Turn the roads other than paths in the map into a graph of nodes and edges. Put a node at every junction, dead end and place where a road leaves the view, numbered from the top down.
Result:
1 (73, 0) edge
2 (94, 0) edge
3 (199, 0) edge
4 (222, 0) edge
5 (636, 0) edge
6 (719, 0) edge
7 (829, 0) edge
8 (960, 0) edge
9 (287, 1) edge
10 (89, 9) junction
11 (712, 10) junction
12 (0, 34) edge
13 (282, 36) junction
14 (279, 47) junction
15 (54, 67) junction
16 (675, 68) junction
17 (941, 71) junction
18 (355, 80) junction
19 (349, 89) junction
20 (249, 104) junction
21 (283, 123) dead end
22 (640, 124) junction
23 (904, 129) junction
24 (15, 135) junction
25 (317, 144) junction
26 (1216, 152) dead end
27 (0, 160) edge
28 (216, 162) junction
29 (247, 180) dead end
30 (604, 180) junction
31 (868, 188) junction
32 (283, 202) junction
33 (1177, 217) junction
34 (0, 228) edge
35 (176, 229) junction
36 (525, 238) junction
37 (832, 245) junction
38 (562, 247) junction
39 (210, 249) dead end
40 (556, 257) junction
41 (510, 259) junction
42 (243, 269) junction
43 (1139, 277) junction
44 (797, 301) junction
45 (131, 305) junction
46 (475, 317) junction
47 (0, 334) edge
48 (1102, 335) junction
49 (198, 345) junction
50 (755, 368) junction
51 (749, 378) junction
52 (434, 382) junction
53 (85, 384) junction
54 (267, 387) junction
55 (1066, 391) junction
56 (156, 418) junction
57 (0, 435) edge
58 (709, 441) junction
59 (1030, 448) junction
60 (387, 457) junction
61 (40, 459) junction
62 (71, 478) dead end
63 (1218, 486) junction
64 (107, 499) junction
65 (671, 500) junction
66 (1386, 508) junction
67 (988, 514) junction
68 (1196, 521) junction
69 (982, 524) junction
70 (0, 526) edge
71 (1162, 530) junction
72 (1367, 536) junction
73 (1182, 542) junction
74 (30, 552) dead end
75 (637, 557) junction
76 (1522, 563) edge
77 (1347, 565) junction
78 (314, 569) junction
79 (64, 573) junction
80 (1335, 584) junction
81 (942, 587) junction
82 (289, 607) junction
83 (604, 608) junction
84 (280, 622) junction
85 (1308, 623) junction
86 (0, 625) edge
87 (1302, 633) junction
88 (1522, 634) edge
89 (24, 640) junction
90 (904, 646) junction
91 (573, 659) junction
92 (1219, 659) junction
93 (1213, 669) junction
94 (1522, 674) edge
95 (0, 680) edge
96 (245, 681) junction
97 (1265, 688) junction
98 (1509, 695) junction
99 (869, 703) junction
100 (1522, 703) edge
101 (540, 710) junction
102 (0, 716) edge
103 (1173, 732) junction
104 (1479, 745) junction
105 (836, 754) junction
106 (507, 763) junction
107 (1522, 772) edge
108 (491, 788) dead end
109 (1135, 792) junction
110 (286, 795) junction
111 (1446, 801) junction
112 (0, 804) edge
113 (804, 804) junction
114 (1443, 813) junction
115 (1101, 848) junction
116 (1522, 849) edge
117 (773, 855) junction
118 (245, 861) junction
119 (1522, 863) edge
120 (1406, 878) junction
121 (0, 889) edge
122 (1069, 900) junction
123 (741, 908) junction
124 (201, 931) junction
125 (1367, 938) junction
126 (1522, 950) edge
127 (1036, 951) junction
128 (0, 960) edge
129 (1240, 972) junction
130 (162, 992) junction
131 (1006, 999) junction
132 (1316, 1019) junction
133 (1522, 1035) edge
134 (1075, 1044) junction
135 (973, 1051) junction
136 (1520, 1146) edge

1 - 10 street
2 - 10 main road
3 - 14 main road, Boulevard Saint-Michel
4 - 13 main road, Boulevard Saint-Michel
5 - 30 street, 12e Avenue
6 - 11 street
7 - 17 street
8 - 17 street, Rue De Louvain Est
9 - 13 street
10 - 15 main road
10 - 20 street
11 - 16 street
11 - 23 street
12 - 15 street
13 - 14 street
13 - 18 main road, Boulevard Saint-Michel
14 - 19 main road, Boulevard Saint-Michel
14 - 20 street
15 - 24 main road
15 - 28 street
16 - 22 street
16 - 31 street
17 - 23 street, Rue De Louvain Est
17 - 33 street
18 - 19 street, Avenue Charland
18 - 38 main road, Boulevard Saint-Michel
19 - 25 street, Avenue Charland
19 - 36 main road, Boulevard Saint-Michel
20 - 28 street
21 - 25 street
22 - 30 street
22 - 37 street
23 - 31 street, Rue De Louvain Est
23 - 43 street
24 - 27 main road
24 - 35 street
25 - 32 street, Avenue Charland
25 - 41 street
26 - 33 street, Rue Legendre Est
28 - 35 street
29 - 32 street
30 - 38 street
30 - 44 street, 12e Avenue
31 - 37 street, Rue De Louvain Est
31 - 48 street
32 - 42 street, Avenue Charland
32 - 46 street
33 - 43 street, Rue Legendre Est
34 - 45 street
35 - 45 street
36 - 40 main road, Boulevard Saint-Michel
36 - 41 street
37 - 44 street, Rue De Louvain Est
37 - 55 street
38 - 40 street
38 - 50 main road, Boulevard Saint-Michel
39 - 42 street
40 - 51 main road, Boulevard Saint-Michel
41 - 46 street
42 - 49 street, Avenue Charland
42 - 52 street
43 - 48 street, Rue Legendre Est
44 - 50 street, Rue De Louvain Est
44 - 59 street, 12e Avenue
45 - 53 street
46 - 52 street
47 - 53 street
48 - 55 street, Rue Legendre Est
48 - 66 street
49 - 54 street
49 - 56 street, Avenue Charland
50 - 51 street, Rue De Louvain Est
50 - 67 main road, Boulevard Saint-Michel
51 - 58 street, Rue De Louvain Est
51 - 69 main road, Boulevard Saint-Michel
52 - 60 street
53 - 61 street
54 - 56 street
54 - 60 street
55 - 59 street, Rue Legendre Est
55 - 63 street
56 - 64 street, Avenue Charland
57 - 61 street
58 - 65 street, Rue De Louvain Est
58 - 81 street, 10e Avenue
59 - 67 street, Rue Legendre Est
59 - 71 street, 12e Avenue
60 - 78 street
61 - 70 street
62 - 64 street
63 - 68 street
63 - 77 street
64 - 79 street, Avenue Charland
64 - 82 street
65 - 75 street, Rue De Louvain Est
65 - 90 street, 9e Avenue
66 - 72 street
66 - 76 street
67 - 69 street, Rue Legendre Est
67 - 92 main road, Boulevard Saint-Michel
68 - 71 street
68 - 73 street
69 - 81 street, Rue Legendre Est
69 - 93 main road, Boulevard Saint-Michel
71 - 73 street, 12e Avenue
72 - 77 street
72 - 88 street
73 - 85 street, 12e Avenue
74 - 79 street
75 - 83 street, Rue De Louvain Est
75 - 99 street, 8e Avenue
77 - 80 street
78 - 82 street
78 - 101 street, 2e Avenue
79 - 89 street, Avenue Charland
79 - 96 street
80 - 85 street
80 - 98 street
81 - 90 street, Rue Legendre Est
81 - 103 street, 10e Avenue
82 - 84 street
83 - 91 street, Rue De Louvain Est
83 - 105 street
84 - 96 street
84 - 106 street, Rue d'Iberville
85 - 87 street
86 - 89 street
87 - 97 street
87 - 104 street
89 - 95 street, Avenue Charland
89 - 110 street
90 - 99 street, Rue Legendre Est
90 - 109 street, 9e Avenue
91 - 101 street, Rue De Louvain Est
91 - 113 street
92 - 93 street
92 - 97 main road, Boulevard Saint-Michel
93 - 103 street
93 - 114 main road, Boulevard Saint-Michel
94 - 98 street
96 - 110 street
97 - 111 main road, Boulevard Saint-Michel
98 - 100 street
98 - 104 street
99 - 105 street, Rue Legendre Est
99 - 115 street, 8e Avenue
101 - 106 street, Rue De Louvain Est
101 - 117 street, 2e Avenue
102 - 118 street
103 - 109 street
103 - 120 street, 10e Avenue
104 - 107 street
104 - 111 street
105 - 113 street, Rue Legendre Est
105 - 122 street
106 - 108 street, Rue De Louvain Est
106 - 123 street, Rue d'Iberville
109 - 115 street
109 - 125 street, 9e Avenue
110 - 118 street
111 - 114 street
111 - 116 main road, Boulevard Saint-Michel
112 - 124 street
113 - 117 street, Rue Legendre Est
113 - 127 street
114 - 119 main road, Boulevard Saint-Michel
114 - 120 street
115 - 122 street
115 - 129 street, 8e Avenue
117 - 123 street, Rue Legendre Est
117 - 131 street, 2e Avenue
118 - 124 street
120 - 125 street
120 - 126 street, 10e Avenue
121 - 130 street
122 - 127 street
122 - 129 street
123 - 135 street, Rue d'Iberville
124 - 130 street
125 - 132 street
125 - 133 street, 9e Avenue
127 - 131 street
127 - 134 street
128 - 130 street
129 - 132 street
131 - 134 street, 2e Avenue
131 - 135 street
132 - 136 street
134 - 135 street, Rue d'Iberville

> [WORK INSTRUCTIONS]
Look over the material above and report each line holding "Charland".

> [RESULT OF THIS TASK]
18 - 19 street, Avenue Charland
19 - 25 street, Avenue Charland
25 - 32 street, Avenue Charland
32 - 42 street, Avenue Charland
42 - 49 street, Avenue Charland
49 - 56 street, Avenue Charland
56 - 64 street, Avenue Charland
64 - 79 street, Avenue Charland
79 - 89 street, Avenue Charland
89 - 95 street, Avenue Charland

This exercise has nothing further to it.